TASK DESCRIPTION:
Copy out every line of the records in which "other" can be found.

*** Opening of RECORDS TO PROCESS ***

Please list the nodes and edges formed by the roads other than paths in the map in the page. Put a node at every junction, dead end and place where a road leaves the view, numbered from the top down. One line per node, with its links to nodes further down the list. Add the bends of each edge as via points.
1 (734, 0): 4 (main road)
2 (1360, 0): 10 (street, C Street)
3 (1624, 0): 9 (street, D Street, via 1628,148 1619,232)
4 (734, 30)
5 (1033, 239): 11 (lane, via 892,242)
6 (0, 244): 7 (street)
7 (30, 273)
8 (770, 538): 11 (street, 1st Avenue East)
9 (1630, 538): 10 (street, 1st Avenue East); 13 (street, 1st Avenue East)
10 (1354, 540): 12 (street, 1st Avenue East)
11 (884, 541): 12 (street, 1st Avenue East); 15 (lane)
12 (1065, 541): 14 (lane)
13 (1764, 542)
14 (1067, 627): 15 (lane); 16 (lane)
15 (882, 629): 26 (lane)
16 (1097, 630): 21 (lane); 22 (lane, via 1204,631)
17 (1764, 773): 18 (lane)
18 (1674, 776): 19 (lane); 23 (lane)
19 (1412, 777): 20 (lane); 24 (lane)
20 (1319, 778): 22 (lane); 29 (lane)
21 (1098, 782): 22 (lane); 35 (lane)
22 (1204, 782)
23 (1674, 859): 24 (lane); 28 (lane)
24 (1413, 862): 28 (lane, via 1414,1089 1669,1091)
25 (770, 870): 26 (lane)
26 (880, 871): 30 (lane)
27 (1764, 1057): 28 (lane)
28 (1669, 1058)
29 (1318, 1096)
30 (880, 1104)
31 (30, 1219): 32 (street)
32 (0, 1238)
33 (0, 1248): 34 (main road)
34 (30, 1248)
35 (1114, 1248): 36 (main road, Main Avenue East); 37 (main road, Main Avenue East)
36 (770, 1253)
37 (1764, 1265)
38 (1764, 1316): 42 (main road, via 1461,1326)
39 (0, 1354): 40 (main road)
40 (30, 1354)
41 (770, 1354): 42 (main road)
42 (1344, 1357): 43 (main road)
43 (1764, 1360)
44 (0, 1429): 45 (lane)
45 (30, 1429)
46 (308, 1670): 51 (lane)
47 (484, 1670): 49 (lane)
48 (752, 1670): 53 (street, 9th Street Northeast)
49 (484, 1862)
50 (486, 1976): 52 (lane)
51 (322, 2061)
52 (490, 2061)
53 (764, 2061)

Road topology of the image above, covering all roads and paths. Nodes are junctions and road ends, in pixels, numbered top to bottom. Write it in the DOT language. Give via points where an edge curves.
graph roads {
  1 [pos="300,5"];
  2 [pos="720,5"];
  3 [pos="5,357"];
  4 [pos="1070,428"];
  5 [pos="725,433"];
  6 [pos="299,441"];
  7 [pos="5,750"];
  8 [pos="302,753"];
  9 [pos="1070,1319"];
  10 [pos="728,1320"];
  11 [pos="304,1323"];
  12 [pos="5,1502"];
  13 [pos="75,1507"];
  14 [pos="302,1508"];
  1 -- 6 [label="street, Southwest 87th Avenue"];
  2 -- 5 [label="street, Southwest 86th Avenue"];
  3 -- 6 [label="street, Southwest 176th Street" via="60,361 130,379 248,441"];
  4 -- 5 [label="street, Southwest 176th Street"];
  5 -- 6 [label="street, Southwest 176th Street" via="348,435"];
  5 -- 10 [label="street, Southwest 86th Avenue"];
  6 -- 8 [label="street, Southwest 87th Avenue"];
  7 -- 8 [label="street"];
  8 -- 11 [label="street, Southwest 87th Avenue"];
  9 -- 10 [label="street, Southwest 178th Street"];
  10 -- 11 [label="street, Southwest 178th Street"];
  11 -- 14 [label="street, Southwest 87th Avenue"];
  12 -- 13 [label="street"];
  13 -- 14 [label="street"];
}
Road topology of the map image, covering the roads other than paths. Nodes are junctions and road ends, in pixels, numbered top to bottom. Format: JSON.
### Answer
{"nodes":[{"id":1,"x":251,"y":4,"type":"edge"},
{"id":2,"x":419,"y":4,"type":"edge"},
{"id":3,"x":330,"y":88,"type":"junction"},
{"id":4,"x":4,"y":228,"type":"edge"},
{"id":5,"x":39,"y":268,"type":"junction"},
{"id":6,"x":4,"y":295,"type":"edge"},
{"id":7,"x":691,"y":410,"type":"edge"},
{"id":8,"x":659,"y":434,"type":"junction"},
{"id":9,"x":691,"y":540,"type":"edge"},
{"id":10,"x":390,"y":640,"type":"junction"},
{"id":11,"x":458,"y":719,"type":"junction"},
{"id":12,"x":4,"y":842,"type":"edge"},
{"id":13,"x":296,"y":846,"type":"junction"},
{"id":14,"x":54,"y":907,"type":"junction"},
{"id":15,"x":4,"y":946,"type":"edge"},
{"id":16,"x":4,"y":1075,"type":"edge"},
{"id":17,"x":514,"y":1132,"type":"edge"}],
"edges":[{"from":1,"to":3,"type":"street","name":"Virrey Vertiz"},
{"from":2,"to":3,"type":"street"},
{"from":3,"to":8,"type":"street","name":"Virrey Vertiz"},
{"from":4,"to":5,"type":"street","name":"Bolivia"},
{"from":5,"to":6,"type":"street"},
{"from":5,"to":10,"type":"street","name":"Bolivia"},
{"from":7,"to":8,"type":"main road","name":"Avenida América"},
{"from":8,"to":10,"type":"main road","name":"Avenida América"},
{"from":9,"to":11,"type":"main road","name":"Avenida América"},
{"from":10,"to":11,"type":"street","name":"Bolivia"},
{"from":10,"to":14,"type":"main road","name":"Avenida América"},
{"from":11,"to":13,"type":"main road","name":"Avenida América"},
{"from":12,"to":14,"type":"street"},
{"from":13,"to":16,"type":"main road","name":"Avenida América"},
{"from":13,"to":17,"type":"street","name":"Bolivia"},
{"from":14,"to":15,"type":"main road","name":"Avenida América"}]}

*** Close of RECORDS TO PROCESS ***

PROBLEM SOLUTION:
Please list the nodes and edges formed by the roads other than paths in the map in the page. Put a node at every junction, dead end and place where a road leaves the view, numbered from the top down. One line per node, with its links to nodes further down the list. Add the bends of each edge as via points.
Road topology of the map image, covering the roads other than paths. Nodes are junctions and road ends, in pixels, numbered top to bottom. Format: JSON.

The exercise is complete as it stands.